El subsecretario Porfirio Vargas Santiago explicó que la estrategia principal es mantener un flujo vehicular continuo en la carretera Transpeninsular, permitiendo únicamente el tránsito de paso. Mientras tanto, los vehículos locales serán desviados a rutas alternas previamente establecidas. «La prioridad es garantizar que la circulación nunca se detenga por completo», enfatizó Vargas Santiago.
Detalles del proyecto: inversión y alcance
La modernización abarcará casi 4 kilómetros de la carretera, desde el punto donde concluyó la primera fase hasta más allá de la curva de «Los Flemate». La inversión estimada para esta etapa es de 300 millones de pesos. Es importante destacar que, hasta la fecha, la obra no ha sido contratada, ya que está a la espera de la autorización por parte de la Secretaría de Infraestructura, Comunicaciones y Transportes (SICT) para el desdoblamiento de la concesión del Fideicomiso de Administración de la Rumorosa, que financiará el proyecto.
Implementación de rutas alternas y colaboración institucional
Para mitigar el impacto en el tráfico durante las obras, se implementarán rutas alternas estratégicas. Una de ellas es el camino de Esteban Cantú a Lázaro Cárdenas, donde se construirá una vía de terracería paralela que se integrará a la Benito Juárez, vialidad que conduce a La Bufadora. Además, el tránsito de Sur a Norte se desviará por la calle Francisco I. Madero.
El XXV Ayuntamiento de Ensenada brindará apoyo en aspectos de desplazamiento, vigilancia y señalización para reducir el impacto vial durante la ejecución de la obra, que se estima tendrá una duración de 18 meses.

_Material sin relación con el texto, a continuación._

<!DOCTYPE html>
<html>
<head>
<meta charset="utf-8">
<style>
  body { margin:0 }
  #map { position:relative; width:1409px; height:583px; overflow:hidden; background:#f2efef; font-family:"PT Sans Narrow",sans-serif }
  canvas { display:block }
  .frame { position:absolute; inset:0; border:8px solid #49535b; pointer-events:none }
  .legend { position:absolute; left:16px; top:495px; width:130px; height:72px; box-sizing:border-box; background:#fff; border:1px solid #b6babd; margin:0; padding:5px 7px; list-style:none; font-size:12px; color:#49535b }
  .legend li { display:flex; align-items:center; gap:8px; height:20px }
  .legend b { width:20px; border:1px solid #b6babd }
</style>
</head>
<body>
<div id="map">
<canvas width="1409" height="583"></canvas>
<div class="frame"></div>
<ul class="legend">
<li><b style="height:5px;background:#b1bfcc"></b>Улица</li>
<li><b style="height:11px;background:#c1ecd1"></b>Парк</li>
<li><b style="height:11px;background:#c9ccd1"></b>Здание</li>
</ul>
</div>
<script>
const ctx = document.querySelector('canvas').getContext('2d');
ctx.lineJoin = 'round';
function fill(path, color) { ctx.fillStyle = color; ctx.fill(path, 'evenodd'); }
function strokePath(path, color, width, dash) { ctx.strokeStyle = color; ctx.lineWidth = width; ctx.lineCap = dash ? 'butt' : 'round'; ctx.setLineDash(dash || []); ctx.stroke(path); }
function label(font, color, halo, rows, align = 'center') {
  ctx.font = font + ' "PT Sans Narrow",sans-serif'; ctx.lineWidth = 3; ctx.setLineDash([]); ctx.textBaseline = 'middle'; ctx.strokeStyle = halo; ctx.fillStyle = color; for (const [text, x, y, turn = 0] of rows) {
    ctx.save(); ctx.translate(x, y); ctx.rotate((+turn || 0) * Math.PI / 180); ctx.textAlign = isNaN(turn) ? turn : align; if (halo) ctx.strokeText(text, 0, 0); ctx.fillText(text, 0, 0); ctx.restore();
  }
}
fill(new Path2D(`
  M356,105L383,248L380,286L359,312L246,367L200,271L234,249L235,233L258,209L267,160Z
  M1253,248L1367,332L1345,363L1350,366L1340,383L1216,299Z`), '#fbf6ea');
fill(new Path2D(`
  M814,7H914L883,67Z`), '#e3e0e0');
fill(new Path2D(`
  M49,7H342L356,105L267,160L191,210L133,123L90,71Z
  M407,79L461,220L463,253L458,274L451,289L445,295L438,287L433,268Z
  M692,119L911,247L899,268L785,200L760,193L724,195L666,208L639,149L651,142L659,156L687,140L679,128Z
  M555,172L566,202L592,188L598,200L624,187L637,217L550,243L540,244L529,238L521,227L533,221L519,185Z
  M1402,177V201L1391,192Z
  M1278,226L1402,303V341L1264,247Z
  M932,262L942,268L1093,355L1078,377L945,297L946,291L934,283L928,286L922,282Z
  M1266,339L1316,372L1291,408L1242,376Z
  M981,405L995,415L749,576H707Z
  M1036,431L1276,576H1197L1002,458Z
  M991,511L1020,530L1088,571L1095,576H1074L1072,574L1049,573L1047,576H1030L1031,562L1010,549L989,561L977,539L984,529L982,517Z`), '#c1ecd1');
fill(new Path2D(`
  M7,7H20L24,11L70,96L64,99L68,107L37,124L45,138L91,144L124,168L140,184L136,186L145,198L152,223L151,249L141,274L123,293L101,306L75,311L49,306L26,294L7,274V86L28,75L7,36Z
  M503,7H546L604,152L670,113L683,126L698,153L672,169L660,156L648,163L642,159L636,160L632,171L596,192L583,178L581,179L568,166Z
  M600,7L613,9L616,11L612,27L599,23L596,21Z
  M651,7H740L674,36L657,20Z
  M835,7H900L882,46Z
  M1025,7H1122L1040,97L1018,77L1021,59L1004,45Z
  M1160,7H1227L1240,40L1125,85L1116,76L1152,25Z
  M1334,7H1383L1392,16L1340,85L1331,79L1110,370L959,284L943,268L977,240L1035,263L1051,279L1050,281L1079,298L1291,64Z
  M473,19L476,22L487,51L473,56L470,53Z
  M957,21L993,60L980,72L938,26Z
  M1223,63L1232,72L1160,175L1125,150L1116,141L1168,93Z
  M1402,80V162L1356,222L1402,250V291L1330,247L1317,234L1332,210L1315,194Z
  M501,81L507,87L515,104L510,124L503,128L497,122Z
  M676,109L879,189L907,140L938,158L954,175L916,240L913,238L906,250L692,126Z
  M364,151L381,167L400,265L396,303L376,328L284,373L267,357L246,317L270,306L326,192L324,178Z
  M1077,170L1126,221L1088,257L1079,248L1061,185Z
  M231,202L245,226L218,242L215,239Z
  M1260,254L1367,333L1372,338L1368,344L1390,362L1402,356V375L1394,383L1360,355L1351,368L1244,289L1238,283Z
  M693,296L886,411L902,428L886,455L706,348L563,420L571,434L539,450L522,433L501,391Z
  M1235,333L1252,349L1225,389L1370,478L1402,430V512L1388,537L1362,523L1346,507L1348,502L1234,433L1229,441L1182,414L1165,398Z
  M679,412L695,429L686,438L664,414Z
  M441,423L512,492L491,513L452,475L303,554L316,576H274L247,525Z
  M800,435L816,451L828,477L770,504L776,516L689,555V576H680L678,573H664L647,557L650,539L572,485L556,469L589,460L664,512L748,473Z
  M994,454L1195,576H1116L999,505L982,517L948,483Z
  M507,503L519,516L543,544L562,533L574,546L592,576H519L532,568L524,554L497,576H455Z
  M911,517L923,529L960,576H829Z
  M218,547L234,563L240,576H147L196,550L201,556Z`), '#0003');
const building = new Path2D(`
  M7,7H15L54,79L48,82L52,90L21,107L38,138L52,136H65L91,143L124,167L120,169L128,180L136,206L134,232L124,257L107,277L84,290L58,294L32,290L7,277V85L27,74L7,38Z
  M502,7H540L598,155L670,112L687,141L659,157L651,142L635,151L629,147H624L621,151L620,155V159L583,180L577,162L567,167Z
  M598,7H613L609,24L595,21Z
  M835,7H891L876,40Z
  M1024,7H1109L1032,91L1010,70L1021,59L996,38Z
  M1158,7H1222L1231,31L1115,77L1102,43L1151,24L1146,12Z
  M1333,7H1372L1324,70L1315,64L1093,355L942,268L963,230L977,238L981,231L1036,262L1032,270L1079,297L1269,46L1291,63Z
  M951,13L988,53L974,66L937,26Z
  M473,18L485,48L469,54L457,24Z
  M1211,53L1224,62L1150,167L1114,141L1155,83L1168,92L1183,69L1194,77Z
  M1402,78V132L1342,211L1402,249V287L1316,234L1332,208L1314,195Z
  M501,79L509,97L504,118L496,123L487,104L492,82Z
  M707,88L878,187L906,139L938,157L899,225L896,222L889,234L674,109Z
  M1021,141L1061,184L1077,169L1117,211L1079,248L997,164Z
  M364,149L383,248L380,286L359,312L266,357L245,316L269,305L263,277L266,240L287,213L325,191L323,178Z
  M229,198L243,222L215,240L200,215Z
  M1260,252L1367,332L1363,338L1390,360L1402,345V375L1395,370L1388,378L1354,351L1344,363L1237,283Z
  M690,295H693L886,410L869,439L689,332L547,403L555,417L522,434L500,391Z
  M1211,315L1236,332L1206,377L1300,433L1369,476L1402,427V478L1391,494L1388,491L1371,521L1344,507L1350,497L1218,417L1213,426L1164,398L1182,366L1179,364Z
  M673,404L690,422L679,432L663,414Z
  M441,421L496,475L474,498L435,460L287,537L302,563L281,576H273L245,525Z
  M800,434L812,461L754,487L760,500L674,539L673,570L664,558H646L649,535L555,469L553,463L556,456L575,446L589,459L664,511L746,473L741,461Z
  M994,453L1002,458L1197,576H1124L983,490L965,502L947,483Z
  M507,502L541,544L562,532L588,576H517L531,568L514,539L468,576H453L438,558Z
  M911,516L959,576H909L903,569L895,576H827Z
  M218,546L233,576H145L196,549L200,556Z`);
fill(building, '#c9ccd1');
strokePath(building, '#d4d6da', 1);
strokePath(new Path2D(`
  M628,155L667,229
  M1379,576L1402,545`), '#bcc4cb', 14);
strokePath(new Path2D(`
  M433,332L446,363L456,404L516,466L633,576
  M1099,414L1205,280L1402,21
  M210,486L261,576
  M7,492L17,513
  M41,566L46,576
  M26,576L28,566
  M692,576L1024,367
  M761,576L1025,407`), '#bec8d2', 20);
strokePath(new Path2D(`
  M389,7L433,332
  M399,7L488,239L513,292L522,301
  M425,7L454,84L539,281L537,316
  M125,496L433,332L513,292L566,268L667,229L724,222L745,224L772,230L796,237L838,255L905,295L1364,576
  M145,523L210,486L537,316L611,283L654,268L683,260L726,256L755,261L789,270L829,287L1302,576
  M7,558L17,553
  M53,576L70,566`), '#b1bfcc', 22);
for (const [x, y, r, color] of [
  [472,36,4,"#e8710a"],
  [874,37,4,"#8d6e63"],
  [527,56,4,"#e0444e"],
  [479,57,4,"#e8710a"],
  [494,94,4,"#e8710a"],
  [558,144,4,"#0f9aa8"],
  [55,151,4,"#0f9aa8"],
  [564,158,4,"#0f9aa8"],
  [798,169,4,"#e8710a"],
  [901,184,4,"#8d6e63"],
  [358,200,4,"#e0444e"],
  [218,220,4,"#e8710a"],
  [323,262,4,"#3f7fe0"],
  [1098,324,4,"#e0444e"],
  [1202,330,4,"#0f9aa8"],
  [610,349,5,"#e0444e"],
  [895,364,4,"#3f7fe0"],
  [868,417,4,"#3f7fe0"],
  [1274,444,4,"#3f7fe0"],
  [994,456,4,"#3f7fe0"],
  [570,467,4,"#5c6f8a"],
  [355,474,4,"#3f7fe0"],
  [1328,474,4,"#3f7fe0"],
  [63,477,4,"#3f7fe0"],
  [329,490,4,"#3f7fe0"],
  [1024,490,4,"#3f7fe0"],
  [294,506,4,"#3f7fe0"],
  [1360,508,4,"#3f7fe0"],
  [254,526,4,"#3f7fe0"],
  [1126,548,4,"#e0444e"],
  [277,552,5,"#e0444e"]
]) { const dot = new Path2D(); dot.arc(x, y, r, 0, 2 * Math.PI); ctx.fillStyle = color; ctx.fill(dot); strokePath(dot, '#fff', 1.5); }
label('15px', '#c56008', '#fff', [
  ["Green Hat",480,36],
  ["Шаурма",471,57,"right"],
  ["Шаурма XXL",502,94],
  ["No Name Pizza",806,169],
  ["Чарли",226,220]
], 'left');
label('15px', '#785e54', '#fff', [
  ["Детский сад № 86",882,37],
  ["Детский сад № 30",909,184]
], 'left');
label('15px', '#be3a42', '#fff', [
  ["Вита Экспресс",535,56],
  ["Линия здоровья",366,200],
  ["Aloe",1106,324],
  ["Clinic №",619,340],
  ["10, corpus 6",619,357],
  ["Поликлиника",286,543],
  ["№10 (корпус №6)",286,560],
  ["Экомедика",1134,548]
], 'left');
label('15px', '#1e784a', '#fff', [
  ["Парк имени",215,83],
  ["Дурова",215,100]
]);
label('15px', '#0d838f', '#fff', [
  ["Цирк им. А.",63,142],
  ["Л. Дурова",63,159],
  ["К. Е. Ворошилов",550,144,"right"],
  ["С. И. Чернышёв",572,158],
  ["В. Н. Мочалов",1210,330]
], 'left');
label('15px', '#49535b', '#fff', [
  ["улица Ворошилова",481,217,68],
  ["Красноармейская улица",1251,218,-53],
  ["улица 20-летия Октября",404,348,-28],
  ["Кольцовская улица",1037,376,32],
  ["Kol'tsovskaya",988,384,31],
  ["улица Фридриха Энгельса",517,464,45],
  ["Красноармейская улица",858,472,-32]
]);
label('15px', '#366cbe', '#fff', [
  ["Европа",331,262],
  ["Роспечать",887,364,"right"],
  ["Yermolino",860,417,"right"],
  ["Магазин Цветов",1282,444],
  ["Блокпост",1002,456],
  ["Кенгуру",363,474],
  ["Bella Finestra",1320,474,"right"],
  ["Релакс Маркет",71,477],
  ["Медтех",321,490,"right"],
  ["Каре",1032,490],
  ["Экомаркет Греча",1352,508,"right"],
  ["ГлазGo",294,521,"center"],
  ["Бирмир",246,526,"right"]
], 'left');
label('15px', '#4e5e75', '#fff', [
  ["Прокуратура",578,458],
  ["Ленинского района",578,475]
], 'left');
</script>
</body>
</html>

Esta colaboración interinstitucional busca garantizar que las obras se realicen de manera eficiente, transparente y con el menor inconveniente posible para la ciudadanía.
La modernización de este tramo de la carretera Transpeninsular es fundamental para mejorar la movilidad en la región, reducir los tiempos de traslado y aumentar la seguridad vial. Se espera que, una vez finalizadas las obras, los beneficios sean significativos para los habitantes de Ensenada y para los miles de automovilistas que transitan diariamente por esta importante vía.
La Secretaría de Infraestructura, Desarrollo Urbano y Reordenación Territorial (Sidurt) reafirma su compromiso con el desarrollo de infraestructura de calidad, buscando siempre el bienestar y la seguridad de la comunidad ensenadense.